**Work item:** Only lines containing the string "every" belong in the answer; copy all of them from the entries.

**Stored items:**

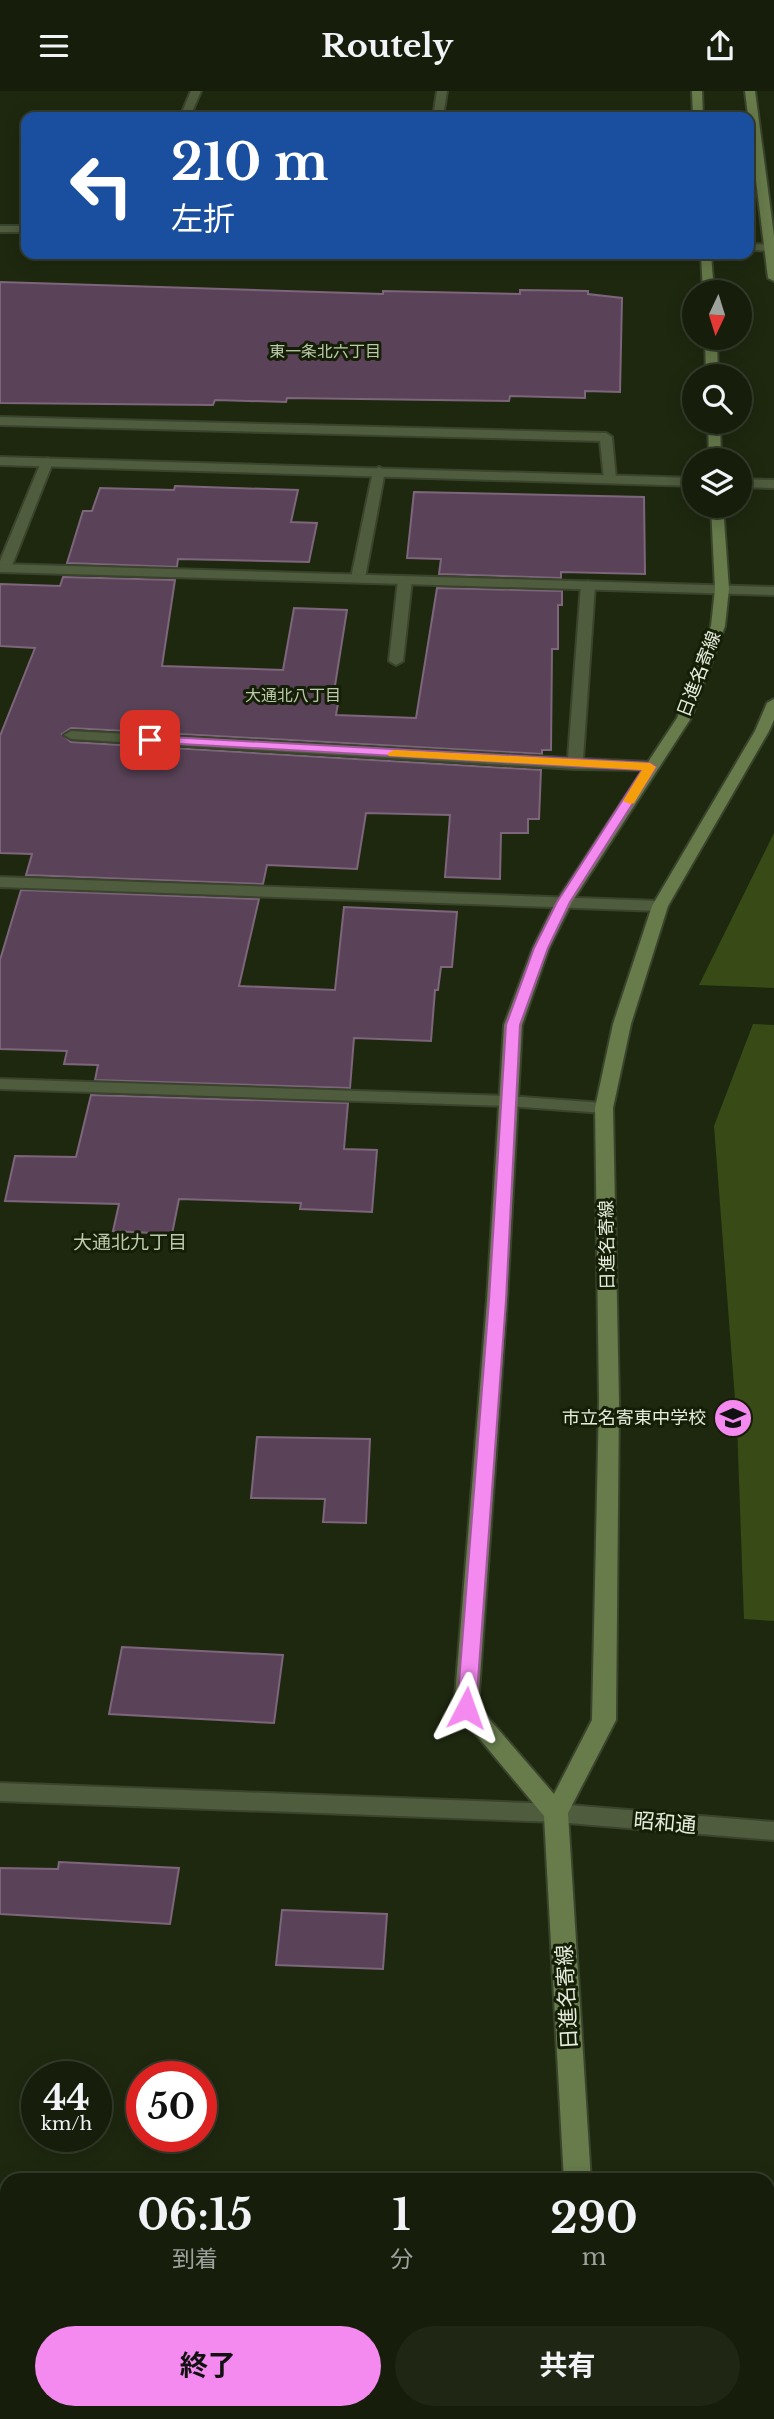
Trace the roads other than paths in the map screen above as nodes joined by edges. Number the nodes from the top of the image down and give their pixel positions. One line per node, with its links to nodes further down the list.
1 (196, 91): 5 (street)
2 (442, 91): 6 (street)
3 (697, 91): 7 (main road)
4 (750, 91): 8 (main road)
5 (188, 112)
6 (439, 112)
7 (698, 112)
8 (753, 112)
9 (754, 118): 13 (main road)
10 (0, 229): 11 (street)
11 (21, 229)
12 (754, 247): 13 (street)
13 (773, 248): 15 (main road)
14 (706, 259): 16 (main road)
15 (774, 278)
16 (708, 280)
17 (0, 421): 21 (street)
18 (0, 461): 19 (street)
19 (47, 462): 20 (street); 26 (street)
20 (379, 471): 21 (street); 27 (street)
21 (610, 479): 22 (street)
22 (682, 482)
23 (752, 483): 24 (street)
24 (774, 484)
25 (718, 518): 30 (main road, 日進名寄線)
26 (2, 568): 27 (street)
27 (358, 578): 28 (street)
28 (405, 580): 29 (street); 32 (street)
29 (588, 585): 30 (street); 35 (street)
30 (722, 589): 31 (street); 36 (main road, 日進名寄線)
31 (774, 591)
32 (396, 661)
33 (774, 703): 39 (main road, 日進名寄線)
34 (71, 735): 35 (street)
35 (575, 764): 36 (street)
36 (650, 767): 38 (main road, 日進名寄線)
37 (0, 882): 38 (street)
38 (564, 902): 39 (street); 41 (main road, 日進名寄線)
39 (660, 905): 42 (main road, 日進名寄線)
40 (0, 1084): 41 (street)
41 (508, 1101): 42 (street); 44 (main road, 日進名寄線)
42 (604, 1108): 44 (main road, 日進名寄線)
43 (0, 1792): 44 (street, 昭和通)
44 (556, 1813): 45 (street, 昭和通); 46 (main road, 日進名寄線)
45 (774, 1831)
46 (578, 2173)

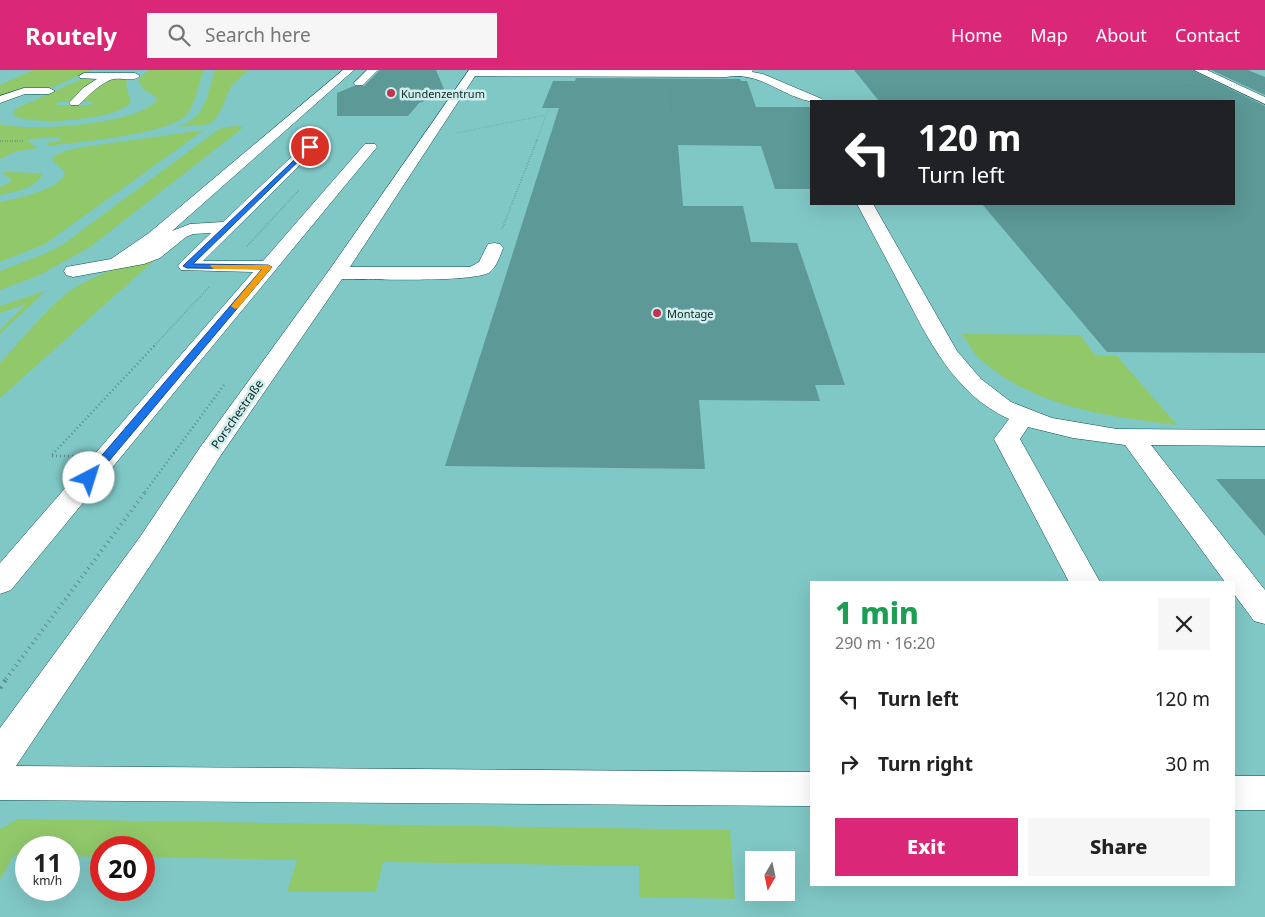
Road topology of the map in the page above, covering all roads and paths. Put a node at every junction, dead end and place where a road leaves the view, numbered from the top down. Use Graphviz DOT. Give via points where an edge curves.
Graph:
graph roads {
  1 [pos="1199,70"];
  2 [pos="473,71"];
  3 [pos="743,71"];
  4 [pos="345,74"];
  5 [pos="84,76"];
  6 [pos="110,76"];
  7 [pos="135,76"];
  8 [pos="366,77"];
  9 [pos="1164,85"];
  10 [pos="1265,85"];
  11 [pos="50,91"];
  12 [pos="0,100"];
  13 [pos="816,100"];
  14 [pos="1265,101"];
  15 [pos="92,103"];
  16 [pos="550,108"];
  17 [pos="546,116"];
  18 [pos="428,138"];
  19 [pos="0,141"];
  20 [pos="24,141"];
  21 [pos="310,147"];
  22 [pos="370,147"];
  23 [pos="300,189"];
  24 [pos="866,205"];
  25 [pos="228,228"];
  26 [pos="494,248"];
  27 [pos="117,263"];
  28 [pos="228,267"];
  29 [pos="268,267"];
  30 [pos="73,271"];
  31 [pos="337,273"];
  32 [pos="1023,417"];
  33 [pos="1132,437"];
  34 [pos="1265,438"];
  35 [pos="68,463"];
  36 [pos="1083,581"];
  37 [pos="0,583"];
  38 [pos="1265,612"];
  39 [pos="0,758"];
  40 [pos="0,782"];
  41 [pos="810,789"];
  42 [pos="1235,793"];
  43 [pos="1265,793"];
  1 -- 14 [label="lane"];
  2 -- 3 [label="lane"];
  2 -- 18 [label="lane, Porschestraße"];
  3 -- 13 [label="lane"];
  4 -- 8 [label="lane"];
  4 -- 27 [label="lane" via="155,237"];
  5 -- 6 [label="lane"];
  6 -- 7 [label="lane"];
  6 -- 15 [label="lane" via="70,103"];
  9 -- 10 [label="path, bridge"];
  11 -- 12 [label="lane" via="24,91"];
  16 -- 17 [label="path"];
  17 -- 18 [label="path"];
  17 -- 26 [label="path"];
  18 -- 31 [label="lane, Porschestraße"];
  19 -- 20 [label="path"];
  21 -- 25 [label="lane"];
  22 -- 29 [label="lane"];
  23 -- 28 [label="path"];
  24 -- 32 [label="lane" via="949,356 978,388"];
  25 -- 27 [label="lane" via="190,229 175,236 154,254"];
  25 -- 28 [label="lane" via="187,266"];
  26 -- 31 [label="lane" via="488,265 477,272"];
  27 -- 30 [label="lane"];
  28 -- 29 [label="lane"];
  28 -- 35 [label="path" via="51,456 74,456"];
  29 -- 37 [label="lane"];
  31 -- 39 [label="lane, Porschestraße"];
  32 -- 33 [label="lane" via="1094,434"];
  32 -- 36 [label="lane" via="1007,439"];
  33 -- 34 [label="lane"];
  33 -- 38 [label="lane"];
  40 -- 41 [label="lane"];
  42 -- 43 [label="lane"];
}
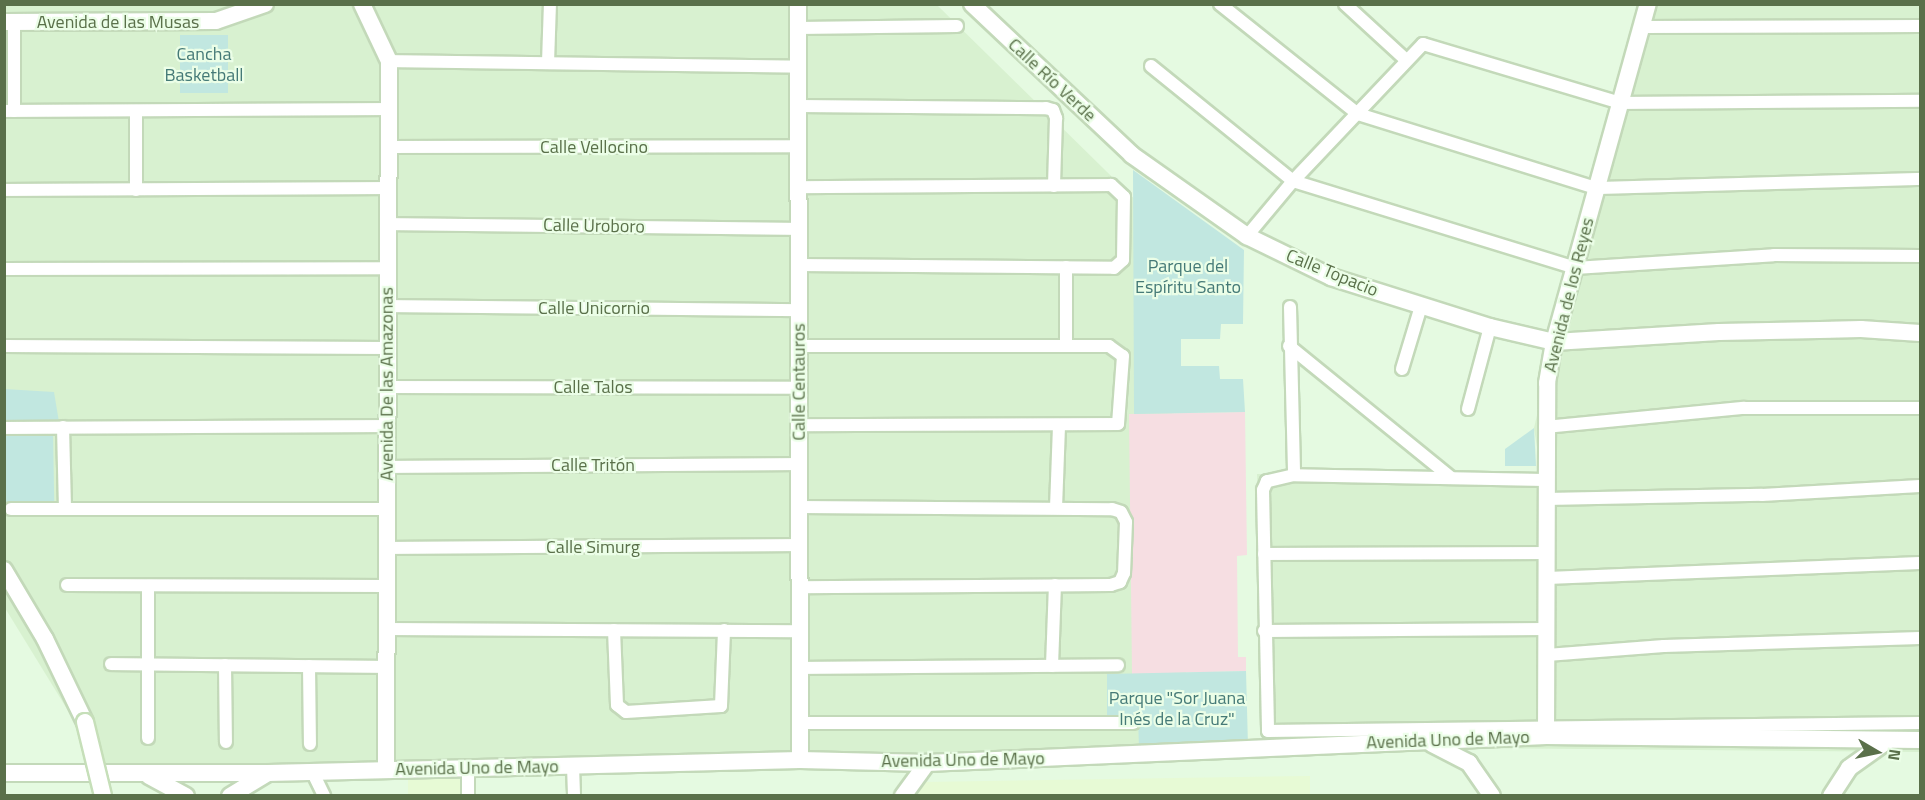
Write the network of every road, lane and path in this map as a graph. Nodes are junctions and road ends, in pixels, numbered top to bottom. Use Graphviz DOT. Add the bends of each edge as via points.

**Answer below:**
Road topology of the map in the page above, covering all roads and paths. Put a node at every junction, dead end and place where a road leaves the view, numbered from the top down. Use Graphviz DOT. Give via points where an edge curves.
Write the network of every road, lane and path in this map as a graph. Nodes are junctions and road ends, in pixels, numbered top to bottom. Use Graphviz DOT. Add the bends of each edge as via points.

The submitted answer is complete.